### Provided entries ###

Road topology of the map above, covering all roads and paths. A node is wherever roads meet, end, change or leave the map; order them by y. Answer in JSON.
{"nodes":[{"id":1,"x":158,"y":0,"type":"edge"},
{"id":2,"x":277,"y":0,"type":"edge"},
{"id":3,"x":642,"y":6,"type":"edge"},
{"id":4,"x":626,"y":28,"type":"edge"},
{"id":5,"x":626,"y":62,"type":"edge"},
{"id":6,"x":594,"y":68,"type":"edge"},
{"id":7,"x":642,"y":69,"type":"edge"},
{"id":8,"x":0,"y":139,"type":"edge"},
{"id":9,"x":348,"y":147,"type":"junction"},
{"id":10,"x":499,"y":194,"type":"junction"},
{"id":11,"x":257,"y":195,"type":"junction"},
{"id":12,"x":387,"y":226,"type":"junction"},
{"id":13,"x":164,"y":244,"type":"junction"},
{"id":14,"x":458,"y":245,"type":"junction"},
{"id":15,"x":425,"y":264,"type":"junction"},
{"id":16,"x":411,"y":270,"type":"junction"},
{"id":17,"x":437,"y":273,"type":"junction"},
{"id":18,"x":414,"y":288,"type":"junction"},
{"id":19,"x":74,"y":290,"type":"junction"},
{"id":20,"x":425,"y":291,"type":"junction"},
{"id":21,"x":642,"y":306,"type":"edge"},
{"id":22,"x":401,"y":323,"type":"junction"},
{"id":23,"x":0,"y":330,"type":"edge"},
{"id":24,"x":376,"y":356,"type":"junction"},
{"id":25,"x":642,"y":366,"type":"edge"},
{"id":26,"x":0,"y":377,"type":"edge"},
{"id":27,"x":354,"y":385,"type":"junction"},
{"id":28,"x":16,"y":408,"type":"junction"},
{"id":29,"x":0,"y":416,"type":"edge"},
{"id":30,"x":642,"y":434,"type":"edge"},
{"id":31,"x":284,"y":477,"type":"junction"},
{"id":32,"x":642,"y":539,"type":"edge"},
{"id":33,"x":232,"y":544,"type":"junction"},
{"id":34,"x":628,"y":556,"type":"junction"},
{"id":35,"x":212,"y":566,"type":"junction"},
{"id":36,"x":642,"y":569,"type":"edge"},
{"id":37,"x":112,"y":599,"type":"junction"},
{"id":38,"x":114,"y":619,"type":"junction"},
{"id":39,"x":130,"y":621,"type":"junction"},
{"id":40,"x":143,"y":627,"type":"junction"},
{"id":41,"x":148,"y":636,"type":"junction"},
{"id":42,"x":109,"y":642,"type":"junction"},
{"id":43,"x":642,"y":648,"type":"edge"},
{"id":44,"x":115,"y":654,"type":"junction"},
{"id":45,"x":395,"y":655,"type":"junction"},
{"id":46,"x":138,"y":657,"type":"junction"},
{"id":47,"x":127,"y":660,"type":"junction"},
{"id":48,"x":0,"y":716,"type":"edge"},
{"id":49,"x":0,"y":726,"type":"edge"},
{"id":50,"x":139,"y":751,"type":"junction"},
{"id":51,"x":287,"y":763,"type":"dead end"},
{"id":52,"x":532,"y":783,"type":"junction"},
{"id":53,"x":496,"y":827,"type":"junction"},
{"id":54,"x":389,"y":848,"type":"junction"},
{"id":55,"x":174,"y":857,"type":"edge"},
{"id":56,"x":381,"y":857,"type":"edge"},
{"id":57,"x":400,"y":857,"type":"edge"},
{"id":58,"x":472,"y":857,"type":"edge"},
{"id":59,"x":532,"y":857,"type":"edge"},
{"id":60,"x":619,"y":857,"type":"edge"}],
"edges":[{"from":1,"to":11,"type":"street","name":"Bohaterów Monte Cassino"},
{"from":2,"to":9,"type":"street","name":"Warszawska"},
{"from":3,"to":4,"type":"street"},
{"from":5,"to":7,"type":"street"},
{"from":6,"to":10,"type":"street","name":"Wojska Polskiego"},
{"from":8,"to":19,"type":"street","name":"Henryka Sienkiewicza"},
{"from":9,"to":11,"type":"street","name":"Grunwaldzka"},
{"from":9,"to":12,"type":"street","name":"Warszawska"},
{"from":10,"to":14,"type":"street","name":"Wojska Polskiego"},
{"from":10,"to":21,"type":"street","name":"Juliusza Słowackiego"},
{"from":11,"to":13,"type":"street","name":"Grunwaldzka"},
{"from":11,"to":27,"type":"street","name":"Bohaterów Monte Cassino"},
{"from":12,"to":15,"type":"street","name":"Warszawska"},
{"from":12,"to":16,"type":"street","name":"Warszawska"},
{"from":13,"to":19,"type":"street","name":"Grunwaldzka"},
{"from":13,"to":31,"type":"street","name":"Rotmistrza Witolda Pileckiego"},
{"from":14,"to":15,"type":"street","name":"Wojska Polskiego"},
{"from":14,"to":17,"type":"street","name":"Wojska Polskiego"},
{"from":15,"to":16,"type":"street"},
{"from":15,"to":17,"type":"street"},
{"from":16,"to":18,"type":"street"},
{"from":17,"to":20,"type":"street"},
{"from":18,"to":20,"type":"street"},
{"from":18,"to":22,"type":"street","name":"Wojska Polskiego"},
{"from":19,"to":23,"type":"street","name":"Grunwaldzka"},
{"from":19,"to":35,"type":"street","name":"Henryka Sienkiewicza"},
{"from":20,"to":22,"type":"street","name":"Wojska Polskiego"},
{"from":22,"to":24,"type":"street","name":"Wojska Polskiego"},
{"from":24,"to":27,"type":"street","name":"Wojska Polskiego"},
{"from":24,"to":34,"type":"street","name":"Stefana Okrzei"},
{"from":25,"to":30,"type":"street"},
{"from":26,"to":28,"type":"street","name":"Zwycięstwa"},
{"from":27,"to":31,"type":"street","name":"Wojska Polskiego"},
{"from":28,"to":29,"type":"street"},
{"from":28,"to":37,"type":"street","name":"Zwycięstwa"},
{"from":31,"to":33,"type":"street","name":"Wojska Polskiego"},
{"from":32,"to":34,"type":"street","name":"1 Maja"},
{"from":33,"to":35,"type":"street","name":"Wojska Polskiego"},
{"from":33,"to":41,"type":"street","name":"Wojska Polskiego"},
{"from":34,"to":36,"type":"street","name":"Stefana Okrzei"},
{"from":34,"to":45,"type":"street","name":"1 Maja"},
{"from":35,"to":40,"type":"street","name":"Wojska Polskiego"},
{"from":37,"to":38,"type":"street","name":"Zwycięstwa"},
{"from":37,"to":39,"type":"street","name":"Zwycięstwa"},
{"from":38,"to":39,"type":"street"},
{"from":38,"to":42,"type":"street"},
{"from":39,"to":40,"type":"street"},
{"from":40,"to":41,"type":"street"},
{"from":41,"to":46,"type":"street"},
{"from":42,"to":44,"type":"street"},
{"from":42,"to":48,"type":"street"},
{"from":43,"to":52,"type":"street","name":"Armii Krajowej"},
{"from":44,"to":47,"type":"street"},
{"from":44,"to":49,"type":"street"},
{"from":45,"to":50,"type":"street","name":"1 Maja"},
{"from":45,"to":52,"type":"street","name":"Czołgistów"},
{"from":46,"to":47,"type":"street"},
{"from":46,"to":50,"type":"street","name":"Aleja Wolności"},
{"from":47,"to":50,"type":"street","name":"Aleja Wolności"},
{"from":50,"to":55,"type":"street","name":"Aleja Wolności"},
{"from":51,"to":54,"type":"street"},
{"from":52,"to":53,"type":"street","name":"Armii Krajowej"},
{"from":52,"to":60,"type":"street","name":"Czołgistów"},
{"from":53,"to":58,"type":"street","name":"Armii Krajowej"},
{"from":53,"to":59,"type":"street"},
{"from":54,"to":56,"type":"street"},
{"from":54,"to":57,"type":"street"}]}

###

> Exercise:
All that is needed is how many lines of the data contain "Zwycięstwa", stated as a number.

> Answer to the exercise:
4